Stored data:
——————————

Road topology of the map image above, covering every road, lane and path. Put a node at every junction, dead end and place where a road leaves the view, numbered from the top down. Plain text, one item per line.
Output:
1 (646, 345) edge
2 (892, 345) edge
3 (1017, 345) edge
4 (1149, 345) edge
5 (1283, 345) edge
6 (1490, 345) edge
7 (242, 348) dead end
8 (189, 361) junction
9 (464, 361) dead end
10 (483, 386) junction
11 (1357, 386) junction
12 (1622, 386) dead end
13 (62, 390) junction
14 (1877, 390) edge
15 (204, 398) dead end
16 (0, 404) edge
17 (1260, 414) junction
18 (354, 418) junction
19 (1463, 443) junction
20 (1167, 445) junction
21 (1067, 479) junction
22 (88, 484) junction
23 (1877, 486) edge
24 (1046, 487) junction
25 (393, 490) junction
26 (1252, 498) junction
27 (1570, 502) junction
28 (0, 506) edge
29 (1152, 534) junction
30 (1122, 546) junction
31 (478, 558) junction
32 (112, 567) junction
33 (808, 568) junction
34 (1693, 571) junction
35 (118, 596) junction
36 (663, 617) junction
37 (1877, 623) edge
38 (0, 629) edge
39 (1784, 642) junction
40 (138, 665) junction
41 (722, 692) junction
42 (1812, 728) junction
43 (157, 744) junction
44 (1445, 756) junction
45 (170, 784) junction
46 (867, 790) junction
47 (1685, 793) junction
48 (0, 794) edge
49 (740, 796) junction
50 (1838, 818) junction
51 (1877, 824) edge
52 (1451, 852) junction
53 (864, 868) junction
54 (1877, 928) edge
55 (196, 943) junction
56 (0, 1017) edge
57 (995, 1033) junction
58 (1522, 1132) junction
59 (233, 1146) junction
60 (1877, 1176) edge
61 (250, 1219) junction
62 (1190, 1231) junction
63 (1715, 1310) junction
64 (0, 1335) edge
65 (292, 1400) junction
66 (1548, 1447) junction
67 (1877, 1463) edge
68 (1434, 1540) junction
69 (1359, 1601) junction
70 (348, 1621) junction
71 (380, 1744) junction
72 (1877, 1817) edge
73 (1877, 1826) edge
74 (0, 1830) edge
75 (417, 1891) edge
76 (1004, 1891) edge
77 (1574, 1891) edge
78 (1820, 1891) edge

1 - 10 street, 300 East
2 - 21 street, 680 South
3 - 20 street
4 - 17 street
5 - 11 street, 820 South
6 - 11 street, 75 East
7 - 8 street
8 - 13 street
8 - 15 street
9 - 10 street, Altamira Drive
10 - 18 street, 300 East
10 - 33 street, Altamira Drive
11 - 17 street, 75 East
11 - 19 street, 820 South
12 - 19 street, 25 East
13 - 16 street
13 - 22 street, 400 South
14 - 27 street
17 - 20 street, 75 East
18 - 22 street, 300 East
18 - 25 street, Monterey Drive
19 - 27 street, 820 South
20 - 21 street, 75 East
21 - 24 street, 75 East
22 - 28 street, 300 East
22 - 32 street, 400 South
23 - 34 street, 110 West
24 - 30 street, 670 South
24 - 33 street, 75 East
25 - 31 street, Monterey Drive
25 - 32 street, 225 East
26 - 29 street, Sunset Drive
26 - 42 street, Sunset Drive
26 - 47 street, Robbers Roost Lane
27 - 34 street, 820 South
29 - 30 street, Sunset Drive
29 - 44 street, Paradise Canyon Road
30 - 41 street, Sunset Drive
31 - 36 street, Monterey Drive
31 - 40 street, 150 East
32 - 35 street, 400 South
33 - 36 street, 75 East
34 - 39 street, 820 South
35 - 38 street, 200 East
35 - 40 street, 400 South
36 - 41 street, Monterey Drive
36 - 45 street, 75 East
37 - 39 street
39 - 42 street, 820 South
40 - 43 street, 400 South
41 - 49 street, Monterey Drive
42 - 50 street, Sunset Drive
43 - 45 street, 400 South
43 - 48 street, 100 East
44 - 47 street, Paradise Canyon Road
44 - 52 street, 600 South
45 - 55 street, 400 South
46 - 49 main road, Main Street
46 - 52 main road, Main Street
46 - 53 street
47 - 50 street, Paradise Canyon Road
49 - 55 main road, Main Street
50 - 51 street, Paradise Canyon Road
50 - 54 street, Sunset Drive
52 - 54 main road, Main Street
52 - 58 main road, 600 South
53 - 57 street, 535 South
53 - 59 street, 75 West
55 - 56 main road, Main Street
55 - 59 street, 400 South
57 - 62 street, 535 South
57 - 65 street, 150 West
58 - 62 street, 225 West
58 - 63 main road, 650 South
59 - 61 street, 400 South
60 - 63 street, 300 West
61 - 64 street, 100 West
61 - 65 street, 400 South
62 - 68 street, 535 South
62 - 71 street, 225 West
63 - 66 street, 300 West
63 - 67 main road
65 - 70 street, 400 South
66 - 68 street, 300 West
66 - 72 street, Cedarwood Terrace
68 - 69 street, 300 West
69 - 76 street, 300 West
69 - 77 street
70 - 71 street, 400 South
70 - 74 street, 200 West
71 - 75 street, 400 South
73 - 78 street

——————————

* Description of the task: Each of the entries must be written out again exactly.

* Exercise response:
Road topology of the map image above, covering every road, lane and path. Put a node at every junction, dead end and place where a road leaves the view, numbered from the top down. Plain text, one item per line.
Output:
1 (646, 345) edge
2 (892, 345) edge
3 (1017, 345) edge
4 (1149, 345) edge
5 (1283, 345) edge
6 (1490, 345) edge
7 (242, 348) dead end
8 (189, 361) junction
9 (464, 361) dead end
10 (483, 386) junction
11 (1357, 386) junction
12 (1622, 386) dead end
13 (62, 390) junction
14 (1877, 390) edge
15 (204, 398) dead end
16 (0, 404) edge
17 (1260, 414) junction
18 (354, 418) junction
19 (1463, 443) junction
20 (1167, 445) junction
21 (1067, 479) junction
22 (88, 484) junction
23 (1877, 486) edge
24 (1046, 487) junction
25 (393, 490) junction
26 (1252, 498) junction
27 (1570, 502) junction
28 (0, 506) edge
29 (1152, 534) junction
30 (1122, 546) junction
31 (478, 558) junction
32 (112, 567) junction
33 (808, 568) junction
34 (1693, 571) junction
35 (118, 596) junction
36 (663, 617) junction
37 (1877, 623) edge
38 (0, 629) edge
39 (1784, 642) junction
40 (138, 665) junction
41 (722, 692) junction
42 (1812, 728) junction
43 (157, 744) junction
44 (1445, 756) junction
45 (170, 784) junction
46 (867, 790) junction
47 (1685, 793) junction
48 (0, 794) edge
49 (740, 796) junction
50 (1838, 818) junction
51 (1877, 824) edge
52 (1451, 852) junction
53 (864, 868) junction
54 (1877, 928) edge
55 (196, 943) junction
56 (0, 1017) edge
57 (995, 1033) junction
58 (1522, 1132) junction
59 (233, 1146) junction
60 (1877, 1176) edge
61 (250, 1219) junction
62 (1190, 1231) junction
63 (1715, 1310) junction
64 (0, 1335) edge
65 (292, 1400) junction
66 (1548, 1447) junction
67 (1877, 1463) edge
68 (1434, 1540) junction
69 (1359, 1601) junction
70 (348, 1621) junction
71 (380, 1744) junction
72 (1877, 1817) edge
73 (1877, 1826) edge
74 (0, 1830) edge
75 (417, 1891) edge
76 (1004, 1891) edge
77 (1574, 1891) edge
78 (1820, 1891) edge

1 - 10 street, 300 East
2 - 21 street, 680 South
3 - 20 street
4 - 17 street
5 - 11 street, 820 South
6 - 11 street, 75 East
7 - 8 street
8 - 13 street
8 - 15 street
9 - 10 street, Altamira Drive
10 - 18 street, 300 East
10 - 33 street, Altamira Drive
11 - 17 street, 75 East
11 - 19 street, 820 South
12 - 19 street, 25 East
13 - 16 street
13 - 22 street, 400 South
14 - 27 street
17 - 20 street, 75 East
18 - 22 street, 300 East
18 - 25 street, Monterey Drive
19 - 27 street, 820 South
20 - 21 street, 75 East
21 - 24 street, 75 East
22 - 28 street, 300 East
22 - 32 street, 400 South
23 - 34 street, 110 West
24 - 30 street, 670 South
24 - 33 street, 75 East
25 - 31 street, Monterey Drive
25 - 32 street, 225 East
26 - 29 street, Sunset Drive
26 - 42 street, Sunset Drive
26 - 47 street, Robbers Roost Lane
27 - 34 street, 820 South
29 - 30 street, Sunset Drive
29 - 44 street, Paradise Canyon Road
30 - 41 street, Sunset Drive
31 - 36 street, Monterey Drive
31 - 40 street, 150 East
32 - 35 street, 400 South
33 - 36 street, 75 East
34 - 39 street, 820 South
35 - 38 street, 200 East
35 - 40 street, 400 South
36 - 41 street, Monterey Drive
36 - 45 street, 75 East
37 - 39 street
39 - 42 street, 820 South
40 - 43 street, 400 South
41 - 49 street, Monterey Drive
42 - 50 street, Sunset Drive
43 - 45 street, 400 South
43 - 48 street, 100 East
44 - 47 street, Paradise Canyon Road
44 - 52 street, 600 South
45 - 55 street, 400 South
46 - 49 main road, Main Street
46 - 52 main road, Main Street
46 - 53 street
47 - 50 street, Paradise Canyon Road
49 - 55 main road, Main Street
50 - 51 street, Paradise Canyon Road
50 - 54 street, Sunset Drive
52 - 54 main road, Main Street
52 - 58 main road, 600 South
53 - 57 street, 535 South
53 - 59 street, 75 West
55 - 56 main road, Main Street
55 - 59 street, 400 South
57 - 62 street, 535 South
57 - 65 street, 150 West
58 - 62 street, 225 West
58 - 63 main road, 650 South
59 - 61 street, 400 South
60 - 63 street, 300 West
61 - 64 street, 100 West
61 - 65 street, 400 South
62 - 68 street, 535 South
62 - 71 street, 225 West
63 - 66 street, 300 West
63 - 67 main road
65 - 70 street, 400 South
66 - 68 street, 300 West
66 - 72 street, Cedarwood Terrace
68 - 69 street, 300 West
69 - 76 street, 300 West
69 - 77 street
70 - 71 street, 400 South
70 - 74 street, 200 West
71 - 75 street, 400 South
73 - 78 street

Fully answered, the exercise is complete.